Le Lobby surveille également ce que les professeurs écrivent et enseignent. En septembre 2002, Martin Kramer et Daniel Pipes, deux néo-conservateurs passionnément pro-israéliens, ont créé un site internet (Campus Watch) qui affiche des dossiers sur des universitaires suspects et encourage les étudiants à relater les remarques ou les comportements qui pourraient être considérés comme hostiles à Israël. Cette tentative transparente de mettre sur une liste noire et d’intimider les professeurs a provoqué une sévère réaction et Pipes et Kramer ont plus tard enlevé les dossiers, mais le site Internet invite toujours les étudiants à rapporter toute activité « anti-israélienne ».

Des groupes du Lobby ont fait pression sur des universitaires et des universités particuliers. Columbia a été une cible fréquente, sans aucun doute en raison de la présence du défunt Edward Said dans son corps enseignant. « On pouvait être sûr que toute déclaration publique en soutien aux Palestiniens faite par l’éminent critique littéraire Edward Said récolterait des centaines d’e-mails, de lettres et de compte-rendus journalistiques nous invitant à dénoncer Said et soit à le sanctionner soit à le renvoyer », rapportait Jonathan Cole, son ancien principal. Quand Columbia a recruté l’historien Rashid Khalidi de Chicago, la même chose s’est produite. Ce fut un problème que Princeton a également affronté quelques années plus tard quand il a envisagé de courtiser Khalidi pour qu’il parte de Columbia.

Une illustration classique de l’effort pour maintenir l’ordre dans le milieu universitaire s’est produite vers la fin 2004, quand le Projet David a produit un film alléguant que les membres du corps enseignant du programme d’études moyen-orientales de Columbia étaient antisémites et intimidaient les étudiants juifs qui se positionnaient pour Israël. Columbia a été sur des charbons ardents, mais un comité du corps enseignant qui a été assigné pour enquêter sur les accusations n’a trouvé aucune preuve d’antisémitisme et le seul incident éventuellement notable était qu’un professeur avait « répondu âprement » à la question d’un étudiant. Le comité a également découvert que les universitaires en question avaient été eux-mêmes la cible d’une campagne manifeste d’intimidation.
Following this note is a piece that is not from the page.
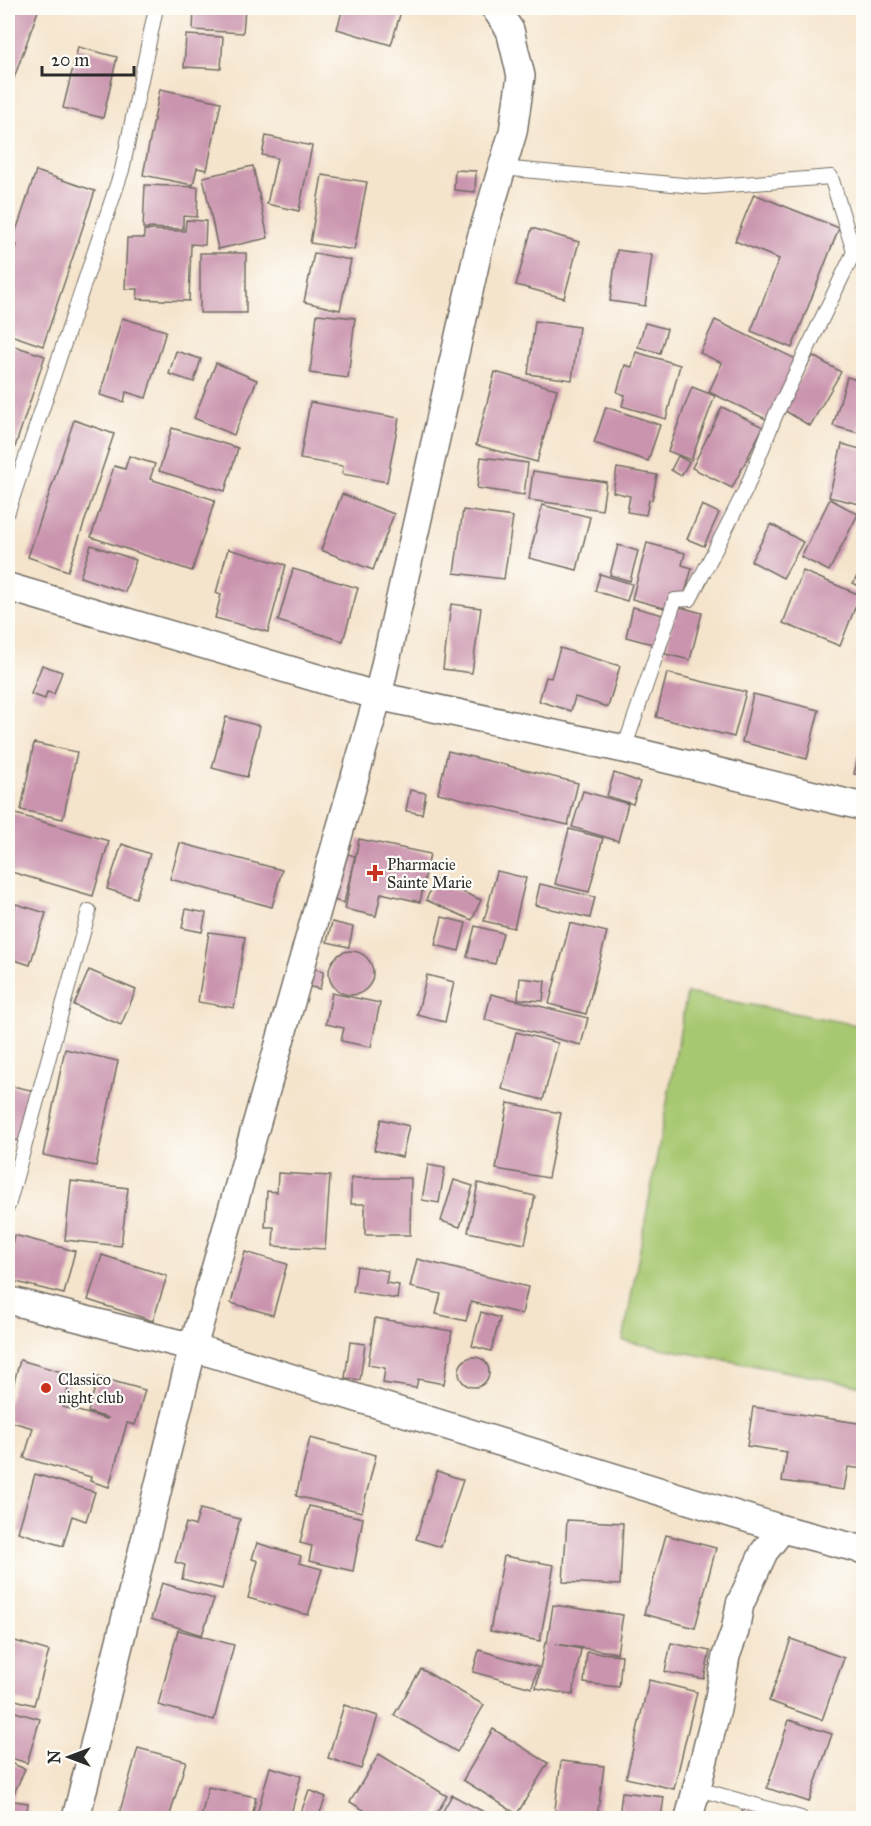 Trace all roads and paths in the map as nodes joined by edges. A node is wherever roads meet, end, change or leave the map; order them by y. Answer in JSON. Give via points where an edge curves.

L’aspect peut-être le plus inquiétant dans tout cela, ce sont les efforts faits par les groupes juifs pour pousser le Congrès à établir des mécanismes pour surveiller ce que disent les professeurs. S’ils parviennent à le faire voter, des universités considérées comme ayant une tendance anti-israélienne pourraient se voir refuser un financement fédéral. Leurs efforts n’ont pas encore abouti, mais cela indique l’importance placée sur le contrôle du débat.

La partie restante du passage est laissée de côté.